When approving loans, underwriters need reliable data on the expected energy savings from energy improvements so they can factor this into their credit risk analysis. To consider an energy efficiency loan a safe investment, investors and rating agencies need reliable data on expected energy savings from efficiency installations in similar buildings in similar locations. They also need statistics on loan repayment. Much of this information is currently missing.

Kerry O’Neill, Senior Advisor at the Clean Energy Finance Center, said we need a national database where energy programs can share performance information for energy improvements in buildings. Many programs have done small evaluation, measurement and verification studies, but these are hard to generalize. The energy data needs to be combined with performance data on efficiency loans to provide a complete picture.  O’Neill suggested that a third-party nonprofit or nonprofit co-op model might work well, with foundation support.

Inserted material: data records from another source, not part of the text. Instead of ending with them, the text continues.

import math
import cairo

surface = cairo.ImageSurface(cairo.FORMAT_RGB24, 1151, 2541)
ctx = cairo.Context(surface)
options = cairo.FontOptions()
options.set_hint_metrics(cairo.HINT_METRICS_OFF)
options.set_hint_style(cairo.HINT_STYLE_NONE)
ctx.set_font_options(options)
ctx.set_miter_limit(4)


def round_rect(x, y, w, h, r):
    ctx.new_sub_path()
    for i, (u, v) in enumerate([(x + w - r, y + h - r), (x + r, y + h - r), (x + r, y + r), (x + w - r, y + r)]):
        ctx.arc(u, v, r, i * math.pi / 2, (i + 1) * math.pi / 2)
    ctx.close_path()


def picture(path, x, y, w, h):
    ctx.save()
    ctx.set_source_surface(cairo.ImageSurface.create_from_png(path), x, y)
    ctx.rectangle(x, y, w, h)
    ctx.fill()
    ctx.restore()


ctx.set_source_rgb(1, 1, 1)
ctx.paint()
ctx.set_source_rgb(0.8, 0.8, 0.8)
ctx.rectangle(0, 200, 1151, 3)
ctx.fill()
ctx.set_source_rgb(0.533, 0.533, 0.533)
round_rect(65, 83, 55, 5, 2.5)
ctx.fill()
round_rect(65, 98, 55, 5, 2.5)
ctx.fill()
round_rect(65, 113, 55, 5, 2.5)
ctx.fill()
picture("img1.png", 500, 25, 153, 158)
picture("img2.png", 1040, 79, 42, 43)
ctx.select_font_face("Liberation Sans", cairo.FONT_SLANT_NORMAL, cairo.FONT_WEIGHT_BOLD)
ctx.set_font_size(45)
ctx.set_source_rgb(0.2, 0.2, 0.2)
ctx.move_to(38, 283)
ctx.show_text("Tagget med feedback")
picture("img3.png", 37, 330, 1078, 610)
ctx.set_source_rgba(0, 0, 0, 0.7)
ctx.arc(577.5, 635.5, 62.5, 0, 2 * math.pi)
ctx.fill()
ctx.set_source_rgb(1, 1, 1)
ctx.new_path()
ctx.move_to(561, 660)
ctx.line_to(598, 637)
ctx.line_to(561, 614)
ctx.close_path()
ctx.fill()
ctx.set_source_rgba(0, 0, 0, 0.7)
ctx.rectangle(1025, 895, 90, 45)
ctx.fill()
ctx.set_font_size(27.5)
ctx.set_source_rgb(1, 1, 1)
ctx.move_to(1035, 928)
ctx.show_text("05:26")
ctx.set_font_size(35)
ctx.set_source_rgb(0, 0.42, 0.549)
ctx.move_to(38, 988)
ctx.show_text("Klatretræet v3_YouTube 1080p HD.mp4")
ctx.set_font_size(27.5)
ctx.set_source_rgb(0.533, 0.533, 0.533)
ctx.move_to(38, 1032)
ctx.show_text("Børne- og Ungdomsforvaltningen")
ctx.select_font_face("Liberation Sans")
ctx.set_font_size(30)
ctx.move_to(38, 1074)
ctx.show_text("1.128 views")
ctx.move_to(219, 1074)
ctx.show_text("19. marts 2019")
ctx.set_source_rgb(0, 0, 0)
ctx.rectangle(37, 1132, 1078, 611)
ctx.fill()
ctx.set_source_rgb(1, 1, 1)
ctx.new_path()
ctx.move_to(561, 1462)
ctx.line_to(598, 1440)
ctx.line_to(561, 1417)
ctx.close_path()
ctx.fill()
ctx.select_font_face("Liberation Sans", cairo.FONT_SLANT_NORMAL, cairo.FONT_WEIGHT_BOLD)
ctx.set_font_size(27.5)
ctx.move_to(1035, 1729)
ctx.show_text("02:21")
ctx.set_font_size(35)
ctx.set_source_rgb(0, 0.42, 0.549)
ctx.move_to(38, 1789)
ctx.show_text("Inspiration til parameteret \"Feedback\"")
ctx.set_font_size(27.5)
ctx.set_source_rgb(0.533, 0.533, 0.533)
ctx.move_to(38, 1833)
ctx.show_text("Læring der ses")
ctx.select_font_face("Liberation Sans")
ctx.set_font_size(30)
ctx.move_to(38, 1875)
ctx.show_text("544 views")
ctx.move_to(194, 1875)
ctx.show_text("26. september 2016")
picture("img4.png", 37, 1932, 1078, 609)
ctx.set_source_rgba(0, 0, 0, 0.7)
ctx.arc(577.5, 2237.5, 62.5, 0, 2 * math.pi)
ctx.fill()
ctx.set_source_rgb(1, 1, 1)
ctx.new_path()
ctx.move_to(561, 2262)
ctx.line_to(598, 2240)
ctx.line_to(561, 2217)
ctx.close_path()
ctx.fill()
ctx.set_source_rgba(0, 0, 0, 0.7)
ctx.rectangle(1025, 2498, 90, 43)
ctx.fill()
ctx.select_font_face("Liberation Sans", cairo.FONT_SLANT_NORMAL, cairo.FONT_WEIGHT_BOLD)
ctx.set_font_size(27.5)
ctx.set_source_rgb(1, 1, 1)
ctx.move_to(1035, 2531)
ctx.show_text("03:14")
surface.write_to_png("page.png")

O’Neill said that a recent study commissioned by the Deutsche Bank Americas Foundation compared energy savings estimates to actual savings in 21,000 multi-family rental units in New York City.  The results showed that the savings estimates were overstated by 40 percent. These findings suggest that underwriters can expect a large difference between estimated and actual savings. Because this study covered multifamily buildings in New York City, its numbers aren’t transferable to single-family homes or commercial properties.

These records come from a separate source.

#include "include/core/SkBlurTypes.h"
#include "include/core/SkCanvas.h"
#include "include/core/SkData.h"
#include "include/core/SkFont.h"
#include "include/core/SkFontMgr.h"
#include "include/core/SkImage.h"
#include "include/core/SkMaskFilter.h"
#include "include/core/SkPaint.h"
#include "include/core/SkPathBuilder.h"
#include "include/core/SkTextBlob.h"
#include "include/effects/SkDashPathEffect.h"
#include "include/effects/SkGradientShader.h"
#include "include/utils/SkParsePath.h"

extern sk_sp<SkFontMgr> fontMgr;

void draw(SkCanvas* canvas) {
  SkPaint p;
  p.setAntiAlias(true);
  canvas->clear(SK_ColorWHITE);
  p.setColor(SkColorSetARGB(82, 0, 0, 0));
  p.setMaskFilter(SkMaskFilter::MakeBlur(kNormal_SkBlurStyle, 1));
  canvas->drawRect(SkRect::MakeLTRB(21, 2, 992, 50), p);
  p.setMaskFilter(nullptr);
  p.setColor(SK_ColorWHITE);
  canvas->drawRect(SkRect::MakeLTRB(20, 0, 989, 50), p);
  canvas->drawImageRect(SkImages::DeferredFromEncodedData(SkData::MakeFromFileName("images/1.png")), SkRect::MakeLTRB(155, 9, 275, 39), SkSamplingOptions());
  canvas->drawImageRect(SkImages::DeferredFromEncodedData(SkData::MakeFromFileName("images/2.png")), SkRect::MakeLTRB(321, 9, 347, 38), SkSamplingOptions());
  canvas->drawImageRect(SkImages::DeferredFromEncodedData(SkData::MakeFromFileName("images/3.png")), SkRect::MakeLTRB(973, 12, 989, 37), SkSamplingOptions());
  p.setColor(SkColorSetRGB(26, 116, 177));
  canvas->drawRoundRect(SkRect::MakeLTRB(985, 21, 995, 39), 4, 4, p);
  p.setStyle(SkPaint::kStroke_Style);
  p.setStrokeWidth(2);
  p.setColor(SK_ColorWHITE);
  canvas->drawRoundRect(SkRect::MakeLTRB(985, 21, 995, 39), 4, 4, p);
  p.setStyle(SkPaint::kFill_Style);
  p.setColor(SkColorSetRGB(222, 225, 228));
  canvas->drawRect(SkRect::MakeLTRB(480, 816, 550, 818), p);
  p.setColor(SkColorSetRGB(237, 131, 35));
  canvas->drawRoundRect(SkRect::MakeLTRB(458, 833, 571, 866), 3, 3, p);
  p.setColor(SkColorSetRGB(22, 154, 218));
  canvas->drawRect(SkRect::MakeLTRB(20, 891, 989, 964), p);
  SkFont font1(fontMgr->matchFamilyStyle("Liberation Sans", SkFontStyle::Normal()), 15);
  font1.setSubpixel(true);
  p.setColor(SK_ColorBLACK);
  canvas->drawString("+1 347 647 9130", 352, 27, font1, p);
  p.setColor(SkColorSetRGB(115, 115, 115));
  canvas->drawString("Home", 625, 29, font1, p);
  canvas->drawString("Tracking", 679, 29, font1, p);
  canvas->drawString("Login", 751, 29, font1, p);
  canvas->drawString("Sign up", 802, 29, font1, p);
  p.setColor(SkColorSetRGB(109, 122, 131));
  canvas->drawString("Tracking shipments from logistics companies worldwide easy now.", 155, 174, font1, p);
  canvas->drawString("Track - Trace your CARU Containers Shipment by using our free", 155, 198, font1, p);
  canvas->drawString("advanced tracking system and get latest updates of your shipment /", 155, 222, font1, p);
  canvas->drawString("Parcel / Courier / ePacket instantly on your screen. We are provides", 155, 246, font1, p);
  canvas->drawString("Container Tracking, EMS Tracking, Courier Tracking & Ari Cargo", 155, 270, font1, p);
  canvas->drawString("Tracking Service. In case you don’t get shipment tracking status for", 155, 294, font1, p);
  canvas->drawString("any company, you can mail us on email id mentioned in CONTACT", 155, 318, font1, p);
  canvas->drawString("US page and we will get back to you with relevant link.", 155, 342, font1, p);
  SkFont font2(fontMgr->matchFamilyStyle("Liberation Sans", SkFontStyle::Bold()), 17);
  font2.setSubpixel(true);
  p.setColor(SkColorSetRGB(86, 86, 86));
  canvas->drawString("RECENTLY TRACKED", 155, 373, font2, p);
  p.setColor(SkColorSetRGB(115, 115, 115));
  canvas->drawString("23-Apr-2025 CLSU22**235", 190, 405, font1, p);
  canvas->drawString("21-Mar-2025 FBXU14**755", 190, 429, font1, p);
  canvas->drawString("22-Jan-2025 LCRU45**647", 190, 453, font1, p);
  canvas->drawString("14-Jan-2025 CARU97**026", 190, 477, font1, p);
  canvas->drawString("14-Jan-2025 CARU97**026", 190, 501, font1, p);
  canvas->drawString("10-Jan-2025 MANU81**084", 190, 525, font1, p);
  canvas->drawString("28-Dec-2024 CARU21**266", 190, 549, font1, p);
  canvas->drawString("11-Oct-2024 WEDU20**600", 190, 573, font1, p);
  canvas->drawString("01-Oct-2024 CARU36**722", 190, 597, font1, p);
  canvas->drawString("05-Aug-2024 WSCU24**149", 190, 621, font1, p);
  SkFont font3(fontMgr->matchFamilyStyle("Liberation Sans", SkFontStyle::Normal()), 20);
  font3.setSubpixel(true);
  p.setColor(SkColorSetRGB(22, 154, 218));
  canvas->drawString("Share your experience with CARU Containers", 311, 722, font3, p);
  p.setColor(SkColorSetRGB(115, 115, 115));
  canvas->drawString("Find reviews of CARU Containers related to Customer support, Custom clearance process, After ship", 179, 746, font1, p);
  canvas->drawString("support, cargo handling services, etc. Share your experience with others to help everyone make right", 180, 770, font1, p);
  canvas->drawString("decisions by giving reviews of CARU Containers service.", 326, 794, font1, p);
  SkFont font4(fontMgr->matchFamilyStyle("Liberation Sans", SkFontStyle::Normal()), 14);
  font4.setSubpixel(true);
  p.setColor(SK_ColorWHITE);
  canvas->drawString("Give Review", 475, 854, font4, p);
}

John Byrne, Director of the Center for Energy and Environmental Policy at the University of Delaware, said a bond initiated by the Delaware Sustainable Energy Utility earned an AA+ rating from Standard and Poor’s (S&P) in large part because the program developers collected data from a variety of buildings. They used these data to develop financial savings estimates for the energy efficiency projects. As a result, energy service companies (ESCOs) were able to guarantee financial savings – not just energy savings. This financial guarantee changed the underwriters’ perspectives.

Byrne said the S&P underwriters asked for very specific data. They were interested in variables such as climate, the local economy, building type, and energy savings over time.

O’Neill said data from Pennsylvania’s Keystone Home Energy Loan Program shows energy efficiency loans are outperforming other unsecured debt. However, some investors raise the question of whether program participants are a self-selected group and are skeptical about generalizing these numbers. With larger data sets and analytics on performance, programs can address these investor concerns.

Byrne recommended organizing “education days” to bring the financial industry and the energy efficiency industry together. He has organized events like this before in Delaware and believes they are a successful way to explain the importance of collaboration and encourage organizations to share data.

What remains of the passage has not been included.